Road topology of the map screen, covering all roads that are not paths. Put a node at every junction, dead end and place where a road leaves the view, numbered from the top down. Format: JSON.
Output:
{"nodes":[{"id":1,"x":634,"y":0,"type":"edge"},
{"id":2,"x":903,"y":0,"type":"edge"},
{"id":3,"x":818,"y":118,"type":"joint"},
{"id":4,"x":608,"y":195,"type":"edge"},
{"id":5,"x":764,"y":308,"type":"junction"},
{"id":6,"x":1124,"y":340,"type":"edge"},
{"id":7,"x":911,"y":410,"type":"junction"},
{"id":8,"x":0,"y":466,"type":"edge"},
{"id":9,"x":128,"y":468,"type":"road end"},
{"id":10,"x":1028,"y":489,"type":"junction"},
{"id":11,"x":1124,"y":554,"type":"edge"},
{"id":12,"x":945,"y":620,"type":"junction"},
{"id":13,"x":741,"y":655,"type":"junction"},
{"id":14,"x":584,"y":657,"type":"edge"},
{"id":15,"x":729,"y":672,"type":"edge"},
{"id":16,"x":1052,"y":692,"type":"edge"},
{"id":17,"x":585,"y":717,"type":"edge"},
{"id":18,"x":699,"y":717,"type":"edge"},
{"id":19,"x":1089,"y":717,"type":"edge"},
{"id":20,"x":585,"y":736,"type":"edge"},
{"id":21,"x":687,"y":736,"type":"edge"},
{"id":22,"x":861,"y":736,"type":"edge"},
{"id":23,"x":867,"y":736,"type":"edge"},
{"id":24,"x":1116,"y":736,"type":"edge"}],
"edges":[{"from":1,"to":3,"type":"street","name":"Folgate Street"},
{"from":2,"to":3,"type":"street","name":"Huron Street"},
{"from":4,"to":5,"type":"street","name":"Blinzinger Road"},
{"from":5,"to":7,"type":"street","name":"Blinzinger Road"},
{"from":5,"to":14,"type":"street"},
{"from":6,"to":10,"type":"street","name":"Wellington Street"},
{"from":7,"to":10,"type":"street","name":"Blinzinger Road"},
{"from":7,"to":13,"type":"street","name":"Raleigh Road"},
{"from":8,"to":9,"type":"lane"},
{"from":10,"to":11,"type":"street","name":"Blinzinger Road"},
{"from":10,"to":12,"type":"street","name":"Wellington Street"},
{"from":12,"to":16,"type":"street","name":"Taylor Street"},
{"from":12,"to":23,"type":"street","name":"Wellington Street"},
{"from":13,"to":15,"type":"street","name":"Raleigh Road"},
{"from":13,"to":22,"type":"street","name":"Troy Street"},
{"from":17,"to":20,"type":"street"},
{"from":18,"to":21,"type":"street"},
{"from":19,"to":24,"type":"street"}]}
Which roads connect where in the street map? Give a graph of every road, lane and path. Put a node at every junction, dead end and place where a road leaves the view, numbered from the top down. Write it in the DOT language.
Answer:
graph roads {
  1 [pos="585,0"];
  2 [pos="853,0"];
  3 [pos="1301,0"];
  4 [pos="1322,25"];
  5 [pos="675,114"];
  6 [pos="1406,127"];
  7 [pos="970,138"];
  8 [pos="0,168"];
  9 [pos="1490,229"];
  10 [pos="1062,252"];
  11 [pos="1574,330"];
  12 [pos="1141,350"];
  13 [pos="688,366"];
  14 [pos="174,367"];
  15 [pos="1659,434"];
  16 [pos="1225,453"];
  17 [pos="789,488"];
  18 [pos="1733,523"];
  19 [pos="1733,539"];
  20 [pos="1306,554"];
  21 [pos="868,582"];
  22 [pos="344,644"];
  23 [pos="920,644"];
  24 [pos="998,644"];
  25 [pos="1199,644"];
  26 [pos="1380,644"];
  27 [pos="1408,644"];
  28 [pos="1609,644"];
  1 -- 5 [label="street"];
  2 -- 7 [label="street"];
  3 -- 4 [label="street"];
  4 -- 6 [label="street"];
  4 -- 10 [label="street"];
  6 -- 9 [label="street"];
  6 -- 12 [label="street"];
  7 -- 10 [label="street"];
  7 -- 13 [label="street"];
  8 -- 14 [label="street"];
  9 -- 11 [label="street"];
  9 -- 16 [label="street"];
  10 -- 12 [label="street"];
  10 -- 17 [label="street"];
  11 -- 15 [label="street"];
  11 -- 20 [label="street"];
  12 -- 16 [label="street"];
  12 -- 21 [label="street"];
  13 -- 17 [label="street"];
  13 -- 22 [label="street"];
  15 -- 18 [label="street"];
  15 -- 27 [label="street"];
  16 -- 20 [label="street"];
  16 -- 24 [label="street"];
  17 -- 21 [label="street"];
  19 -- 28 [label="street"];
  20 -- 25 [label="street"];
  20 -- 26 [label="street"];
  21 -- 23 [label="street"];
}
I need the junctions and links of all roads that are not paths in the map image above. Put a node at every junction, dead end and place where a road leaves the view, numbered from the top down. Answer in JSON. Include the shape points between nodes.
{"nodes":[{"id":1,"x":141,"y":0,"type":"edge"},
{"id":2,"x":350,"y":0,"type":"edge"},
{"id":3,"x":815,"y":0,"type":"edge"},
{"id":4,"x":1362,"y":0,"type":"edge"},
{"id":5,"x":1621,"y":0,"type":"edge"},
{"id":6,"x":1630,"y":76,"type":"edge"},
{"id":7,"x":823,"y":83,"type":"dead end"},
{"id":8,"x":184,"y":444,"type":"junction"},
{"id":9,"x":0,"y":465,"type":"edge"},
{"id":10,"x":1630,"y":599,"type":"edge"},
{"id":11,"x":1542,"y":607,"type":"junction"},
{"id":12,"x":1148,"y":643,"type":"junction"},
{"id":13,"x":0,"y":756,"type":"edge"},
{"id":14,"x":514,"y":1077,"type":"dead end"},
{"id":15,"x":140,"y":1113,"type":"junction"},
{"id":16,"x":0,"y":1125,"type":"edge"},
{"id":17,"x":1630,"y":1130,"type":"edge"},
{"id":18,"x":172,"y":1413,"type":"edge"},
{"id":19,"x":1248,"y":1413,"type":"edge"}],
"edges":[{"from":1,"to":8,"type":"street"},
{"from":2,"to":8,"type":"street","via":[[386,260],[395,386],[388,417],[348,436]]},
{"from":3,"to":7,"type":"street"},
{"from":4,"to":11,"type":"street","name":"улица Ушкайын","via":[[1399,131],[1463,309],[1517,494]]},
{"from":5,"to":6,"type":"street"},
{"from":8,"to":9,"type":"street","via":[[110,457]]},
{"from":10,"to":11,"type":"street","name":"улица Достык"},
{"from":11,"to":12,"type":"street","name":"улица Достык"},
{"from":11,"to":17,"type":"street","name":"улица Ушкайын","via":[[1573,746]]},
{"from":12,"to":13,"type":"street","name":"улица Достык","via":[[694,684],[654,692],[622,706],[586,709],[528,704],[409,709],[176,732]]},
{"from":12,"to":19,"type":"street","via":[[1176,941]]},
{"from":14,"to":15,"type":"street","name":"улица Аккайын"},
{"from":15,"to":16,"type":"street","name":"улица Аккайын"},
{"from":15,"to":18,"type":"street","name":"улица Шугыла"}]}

### TASK GOAL
Reproduce all the entries verbatim, leaving nothing out.

### OUTPUT FOR THIS EXERCISE
Road topology of the map screen, covering all roads that are not paths. Put a node at every junction, dead end and place where a road leaves the view, numbered from the top down. Format: JSON.
Output:
{"nodes":[{"id":1,"x":634,"y":0,"type":"edge"},
{"id":2,"x":903,"y":0,"type":"edge"},
{"id":3,"x":818,"y":118,"type":"joint"},
{"id":4,"x":608,"y":195,"type":"edge"},
{"id":5,"x":764,"y":308,"type":"junction"},
{"id":6,"x":1124,"y":340,"type":"edge"},
{"id":7,"x":911,"y":410,"type":"junction"},
{"id":8,"x":0,"y":466,"type":"edge"},
{"id":9,"x":128,"y":468,"type":"road end"},
{"id":10,"x":1028,"y":489,"type":"junction"},
{"id":11,"x":1124,"y":554,"type":"edge"},
{"id":12,"x":945,"y":620,"type":"junction"},
{"id":13,"x":741,"y":655,"type":"junction"},
{"id":14,"x":584,"y":657,"type":"edge"},
{"id":15,"x":729,"y":672,"type":"edge"},
{"id":16,"x":1052,"y":692,"type":"edge"},
{"id":17,"x":585,"y":717,"type":"edge"},
{"id":18,"x":699,"y":717,"type":"edge"},
{"id":19,"x":1089,"y":717,"type":"edge"},
{"id":20,"x":585,"y":736,"type":"edge"},
{"id":21,"x":687,"y":736,"type":"edge"},
{"id":22,"x":861,"y":736,"type":"edge"},
{"id":23,"x":867,"y":736,"type":"edge"},
{"id":24,"x":1116,"y":736,"type":"edge"}],
"edges":[{"from":1,"to":3,"type":"street","name":"Folgate Street"},
{"from":2,"to":3,"type":"street","name":"Huron Street"},
{"from":4,"to":5,"type":"street","name":"Blinzinger Road"},
{"from":5,"to":7,"type":"street","name":"Blinzinger Road"},
{"from":5,"to":14,"type":"street"},
{"from":6,"to":10,"type":"street","name":"Wellington Street"},
{"from":7,"to":10,"type":"street","name":"Blinzinger Road"},
{"from":7,"to":13,"type":"street","name":"Raleigh Road"},
{"from":8,"to":9,"type":"lane"},
{"from":10,"to":11,"type":"street","name":"Blinzinger Road"},
{"from":10,"to":12,"type":"street","name":"Wellington Street"},
{"from":12,"to":16,"type":"street","name":"Taylor Street"},
{"from":12,"to":23,"type":"street","name":"Wellington Street"},
{"from":13,"to":15,"type":"street","name":"Raleigh Road"},
{"from":13,"to":22,"type":"street","name":"Troy Street"},
{"from":17,"to":20,"type":"street"},
{"from":18,"to":21,"type":"street"},
{"from":19,"to":24,"type":"street"}]}
Which roads connect where in the street map? Give a graph of every road, lane and path. Put a node at every junction, dead end and place where a road leaves the view, numbered from the top down. Write it in the DOT language.
Answer:
graph roads {
  1 [pos="585,0"];
  2 [pos="853,0"];
  3 [pos="1301,0"];
  4 [pos="1322,25"];
  5 [pos="675,114"];
  6 [pos="1406,127"];
  7 [pos="970,138"];
  8 [pos="0,168"];
  9 [pos="1490,229"];
  10 [pos="1062,252"];
  11 [pos="1574,330"];
  12 [pos="1141,350"];
  13 [pos="688,366"];
  14 [pos="174,367"];
  15 [pos="1659,434"];
  16 [pos="1225,453"];
  17 [pos="789,488"];
  18 [pos="1733,523"];
  19 [pos="1733,539"];
  20 [pos="1306,554"];
  21 [pos="868,582"];
  22 [pos="344,644"];
  23 [pos="920,644"];
  24 [pos="998,644"];
  25 [pos="1199,644"];
  26 [pos="1380,644"];
  27 [pos="1408,644"];
  28 [pos="1609,644"];
  1 -- 5 [label="street"];
  2 -- 7 [label="street"];
  3 -- 4 [label="street"];
  4 -- 6 [label="street"];
  4 -- 10 [label="street"];
  6 -- 9 [label="street"];
  6 -- 12 [label="street"];
  7 -- 10 [label="street"];
  7 -- 13 [label="street"];
  8 -- 14 [label="street"];
  9 -- 11 [label="street"];
  9 -- 16 [label="street"];
  10 -- 12 [label="street"];
  10 -- 17 [label="street"];
  11 -- 15 [label="street"];
  11 -- 20 [label="street"];
  12 -- 16 [label="street"];
  12 -- 21 [label="street"];
  13 -- 17 [label="street"];
  13 -- 22 [label="street"];
  15 -- 18 [label="street"];
  15 -- 27 [label="street"];
  16 -- 20 [label="street"];
  16 -- 24 [label="street"];
  17 -- 21 [label="street"];
  19 -- 28 [label="street"];
  20 -- 25 [label="street"];
  20 -- 26 [label="street"];
  21 -- 23 [label="street"];
}
I need the junctions and links of all roads that are not paths in the map image above. Put a node at every junction, dead end and place where a road leaves the view, numbered from the top down. Answer in JSON. Include the shape points between nodes.
{"nodes":[{"id":1,"x":141,"y":0,"type":"edge"},
{"id":2,"x":350,"y":0,"type":"edge"},
{"id":3,"x":815,"y":0,"type":"edge"},
{"id":4,"x":1362,"y":0,"type":"edge"},
{"id":5,"x":1621,"y":0,"type":"edge"},
{"id":6,"x":1630,"y":76,"type":"edge"},
{"id":7,"x":823,"y":83,"type":"dead end"},
{"id":8,"x":184,"y":444,"type":"junction"},
{"id":9,"x":0,"y":465,"type":"edge"},
{"id":10,"x":1630,"y":599,"type":"edge"},
{"id":11,"x":1542,"y":607,"type":"junction"},
{"id":12,"x":1148,"y":643,"type":"junction"},
{"id":13,"x":0,"y":756,"type":"edge"},
{"id":14,"x":514,"y":1077,"type":"dead end"},
{"id":15,"x":140,"y":1113,"type":"junction"},
{"id":16,"x":0,"y":1125,"type":"edge"},
{"id":17,"x":1630,"y":1130,"type":"edge"},
{"id":18,"x":172,"y":1413,"type":"edge"},
{"id":19,"x":1248,"y":1413,"type":"edge"}],
"edges":[{"from":1,"to":8,"type":"street"},
{"from":2,"to":8,"type":"street","via":[[386,260],[395,386],[388,417],[348,436]]},
{"from":3,"to":7,"type":"street"},
{"from":4,"to":11,"type":"street","name":"улица Ушкайын","via":[[1399,131],[1463,309],[1517,494]]},
{"from":5,"to":6,"type":"street"},
{"from":8,"to":9,"type":"street","via":[[110,457]]},
{"from":10,"to":11,"type":"street","name":"улица Достык"},
{"from":11,"to":12,"type":"street","name":"улица Достык"},
{"from":11,"to":17,"type":"street","name":"улица Ушкайын","via":[[1573,746]]},
{"from":12,"to":13,"type":"street","name":"улица Достык","via":[[694,684],[654,692],[622,706],[586,709],[528,704],[409,709],[176,732]]},
{"from":12,"to":19,"type":"street","via":[[1176,941]]},
{"from":14,"to":15,"type":"street","name":"улица Аккайын"},
{"from":15,"to":16,"type":"street","name":"улица Аккайын"},
{"from":15,"to":18,"type":"street","name":"улица Шугыла"}]}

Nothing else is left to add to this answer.